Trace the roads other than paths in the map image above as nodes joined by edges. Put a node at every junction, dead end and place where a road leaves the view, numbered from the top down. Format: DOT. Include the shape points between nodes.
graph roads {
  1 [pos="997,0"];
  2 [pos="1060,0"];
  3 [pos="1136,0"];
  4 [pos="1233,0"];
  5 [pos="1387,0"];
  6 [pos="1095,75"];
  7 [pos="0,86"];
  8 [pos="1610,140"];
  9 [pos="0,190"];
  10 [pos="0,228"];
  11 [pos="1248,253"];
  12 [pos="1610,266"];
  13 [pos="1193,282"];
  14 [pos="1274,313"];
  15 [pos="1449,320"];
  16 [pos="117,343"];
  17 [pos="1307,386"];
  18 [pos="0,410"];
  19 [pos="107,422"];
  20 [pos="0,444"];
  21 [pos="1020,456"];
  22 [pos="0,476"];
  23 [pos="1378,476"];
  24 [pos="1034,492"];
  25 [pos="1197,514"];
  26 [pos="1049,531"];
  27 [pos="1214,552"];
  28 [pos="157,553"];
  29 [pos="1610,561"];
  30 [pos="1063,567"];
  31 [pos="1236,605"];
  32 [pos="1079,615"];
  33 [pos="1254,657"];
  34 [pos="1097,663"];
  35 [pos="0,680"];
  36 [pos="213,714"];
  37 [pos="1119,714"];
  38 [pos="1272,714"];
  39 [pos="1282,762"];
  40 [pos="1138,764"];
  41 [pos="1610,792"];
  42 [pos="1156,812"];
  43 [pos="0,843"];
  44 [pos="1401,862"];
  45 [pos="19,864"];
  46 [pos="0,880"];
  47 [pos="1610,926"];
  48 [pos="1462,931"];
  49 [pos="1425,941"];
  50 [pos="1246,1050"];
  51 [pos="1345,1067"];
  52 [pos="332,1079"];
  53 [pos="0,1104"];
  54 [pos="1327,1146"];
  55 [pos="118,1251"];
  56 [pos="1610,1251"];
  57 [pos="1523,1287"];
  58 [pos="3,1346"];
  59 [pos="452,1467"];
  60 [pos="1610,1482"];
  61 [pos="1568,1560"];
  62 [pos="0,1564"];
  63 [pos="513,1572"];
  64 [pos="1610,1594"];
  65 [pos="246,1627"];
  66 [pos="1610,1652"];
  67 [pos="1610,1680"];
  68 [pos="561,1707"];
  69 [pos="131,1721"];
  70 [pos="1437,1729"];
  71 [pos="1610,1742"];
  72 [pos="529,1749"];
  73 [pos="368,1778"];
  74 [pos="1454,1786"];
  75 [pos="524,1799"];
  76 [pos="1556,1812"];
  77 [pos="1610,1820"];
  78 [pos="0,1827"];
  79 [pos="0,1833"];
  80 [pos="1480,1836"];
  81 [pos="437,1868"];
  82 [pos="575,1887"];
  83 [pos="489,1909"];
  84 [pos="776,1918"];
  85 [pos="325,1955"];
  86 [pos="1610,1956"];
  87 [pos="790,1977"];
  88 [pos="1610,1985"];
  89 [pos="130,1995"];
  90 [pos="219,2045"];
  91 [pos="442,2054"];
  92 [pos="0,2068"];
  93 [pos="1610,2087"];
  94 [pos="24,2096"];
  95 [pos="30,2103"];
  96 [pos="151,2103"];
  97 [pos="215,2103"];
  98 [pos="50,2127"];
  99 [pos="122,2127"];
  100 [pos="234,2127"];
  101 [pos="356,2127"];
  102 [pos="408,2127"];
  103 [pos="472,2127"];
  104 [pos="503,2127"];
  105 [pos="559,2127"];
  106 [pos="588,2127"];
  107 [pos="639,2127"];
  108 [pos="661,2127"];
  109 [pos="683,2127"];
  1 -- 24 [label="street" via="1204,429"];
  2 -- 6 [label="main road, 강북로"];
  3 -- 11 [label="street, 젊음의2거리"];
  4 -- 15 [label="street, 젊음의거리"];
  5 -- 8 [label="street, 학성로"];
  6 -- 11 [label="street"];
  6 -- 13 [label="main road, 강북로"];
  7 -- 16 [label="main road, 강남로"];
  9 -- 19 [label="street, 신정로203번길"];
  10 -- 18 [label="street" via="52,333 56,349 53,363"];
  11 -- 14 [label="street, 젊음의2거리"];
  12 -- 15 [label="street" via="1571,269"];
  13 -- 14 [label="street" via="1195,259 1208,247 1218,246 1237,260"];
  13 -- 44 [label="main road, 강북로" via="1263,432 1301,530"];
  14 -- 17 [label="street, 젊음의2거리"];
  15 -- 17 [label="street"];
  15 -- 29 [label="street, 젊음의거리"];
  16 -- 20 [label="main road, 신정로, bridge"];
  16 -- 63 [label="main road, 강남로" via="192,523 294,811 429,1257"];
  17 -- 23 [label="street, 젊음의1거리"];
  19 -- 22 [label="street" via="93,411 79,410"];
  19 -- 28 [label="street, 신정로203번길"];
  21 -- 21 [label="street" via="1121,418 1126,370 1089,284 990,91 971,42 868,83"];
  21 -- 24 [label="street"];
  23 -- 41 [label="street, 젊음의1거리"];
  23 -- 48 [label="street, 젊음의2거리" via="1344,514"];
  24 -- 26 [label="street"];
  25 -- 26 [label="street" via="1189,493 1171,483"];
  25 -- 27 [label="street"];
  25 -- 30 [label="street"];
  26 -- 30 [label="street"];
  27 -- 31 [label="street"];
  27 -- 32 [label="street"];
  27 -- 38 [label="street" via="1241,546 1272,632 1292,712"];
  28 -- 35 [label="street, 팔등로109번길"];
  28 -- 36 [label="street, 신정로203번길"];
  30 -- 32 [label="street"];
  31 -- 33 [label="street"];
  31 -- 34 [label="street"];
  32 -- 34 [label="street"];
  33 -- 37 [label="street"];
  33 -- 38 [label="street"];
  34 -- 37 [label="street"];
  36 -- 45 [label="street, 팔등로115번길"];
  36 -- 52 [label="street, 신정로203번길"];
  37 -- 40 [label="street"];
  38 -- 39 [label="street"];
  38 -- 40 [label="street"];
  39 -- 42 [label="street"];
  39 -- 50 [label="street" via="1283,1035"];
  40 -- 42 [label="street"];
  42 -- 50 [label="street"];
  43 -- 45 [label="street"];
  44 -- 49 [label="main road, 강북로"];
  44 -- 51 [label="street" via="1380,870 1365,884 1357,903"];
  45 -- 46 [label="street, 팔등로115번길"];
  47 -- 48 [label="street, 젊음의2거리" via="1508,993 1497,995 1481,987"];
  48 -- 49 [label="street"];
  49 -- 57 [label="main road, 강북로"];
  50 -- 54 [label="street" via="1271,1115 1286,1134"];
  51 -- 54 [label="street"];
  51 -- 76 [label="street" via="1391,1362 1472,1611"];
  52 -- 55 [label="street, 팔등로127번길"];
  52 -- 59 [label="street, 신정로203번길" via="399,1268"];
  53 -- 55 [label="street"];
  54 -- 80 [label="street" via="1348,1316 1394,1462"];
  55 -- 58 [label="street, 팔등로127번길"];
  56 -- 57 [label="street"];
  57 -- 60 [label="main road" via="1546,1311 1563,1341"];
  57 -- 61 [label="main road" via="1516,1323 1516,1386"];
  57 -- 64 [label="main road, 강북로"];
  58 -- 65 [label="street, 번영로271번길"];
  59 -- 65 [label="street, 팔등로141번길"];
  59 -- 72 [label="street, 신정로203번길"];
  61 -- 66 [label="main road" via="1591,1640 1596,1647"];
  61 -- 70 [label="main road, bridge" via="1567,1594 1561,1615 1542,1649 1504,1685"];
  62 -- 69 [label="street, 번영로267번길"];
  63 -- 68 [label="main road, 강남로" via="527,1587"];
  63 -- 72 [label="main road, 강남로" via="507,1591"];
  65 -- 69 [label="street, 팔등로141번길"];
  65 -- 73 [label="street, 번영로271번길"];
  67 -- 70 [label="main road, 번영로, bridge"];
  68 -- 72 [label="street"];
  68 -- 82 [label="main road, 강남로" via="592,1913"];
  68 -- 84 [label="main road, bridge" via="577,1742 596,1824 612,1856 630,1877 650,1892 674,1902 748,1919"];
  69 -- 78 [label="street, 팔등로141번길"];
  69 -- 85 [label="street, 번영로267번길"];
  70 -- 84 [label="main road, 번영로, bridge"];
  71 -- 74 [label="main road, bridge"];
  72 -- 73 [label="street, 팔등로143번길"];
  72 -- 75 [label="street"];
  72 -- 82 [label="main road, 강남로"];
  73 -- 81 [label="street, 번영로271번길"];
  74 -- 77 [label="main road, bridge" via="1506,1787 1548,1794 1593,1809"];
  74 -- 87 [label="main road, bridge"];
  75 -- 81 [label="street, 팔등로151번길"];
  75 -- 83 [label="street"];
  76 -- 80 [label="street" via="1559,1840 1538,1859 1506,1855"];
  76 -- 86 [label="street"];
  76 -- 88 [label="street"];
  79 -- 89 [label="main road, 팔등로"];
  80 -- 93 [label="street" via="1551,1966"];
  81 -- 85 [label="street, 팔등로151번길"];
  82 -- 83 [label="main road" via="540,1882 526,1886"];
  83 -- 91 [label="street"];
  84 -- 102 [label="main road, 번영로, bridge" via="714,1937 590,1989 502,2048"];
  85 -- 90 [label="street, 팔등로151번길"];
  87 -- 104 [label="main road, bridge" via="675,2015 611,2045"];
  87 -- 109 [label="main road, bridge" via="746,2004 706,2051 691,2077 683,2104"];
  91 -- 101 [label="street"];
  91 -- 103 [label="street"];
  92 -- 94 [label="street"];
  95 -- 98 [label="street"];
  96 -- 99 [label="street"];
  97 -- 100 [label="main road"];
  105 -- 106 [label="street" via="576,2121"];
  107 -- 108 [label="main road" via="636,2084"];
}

Task to complete: Copy every line in the entries above that has the string "젊음의거리" in it.

Output:
  4 -- 15 [label="street, 젊음의거리"];
  15 -- 29 [label="street, 젊음의거리"];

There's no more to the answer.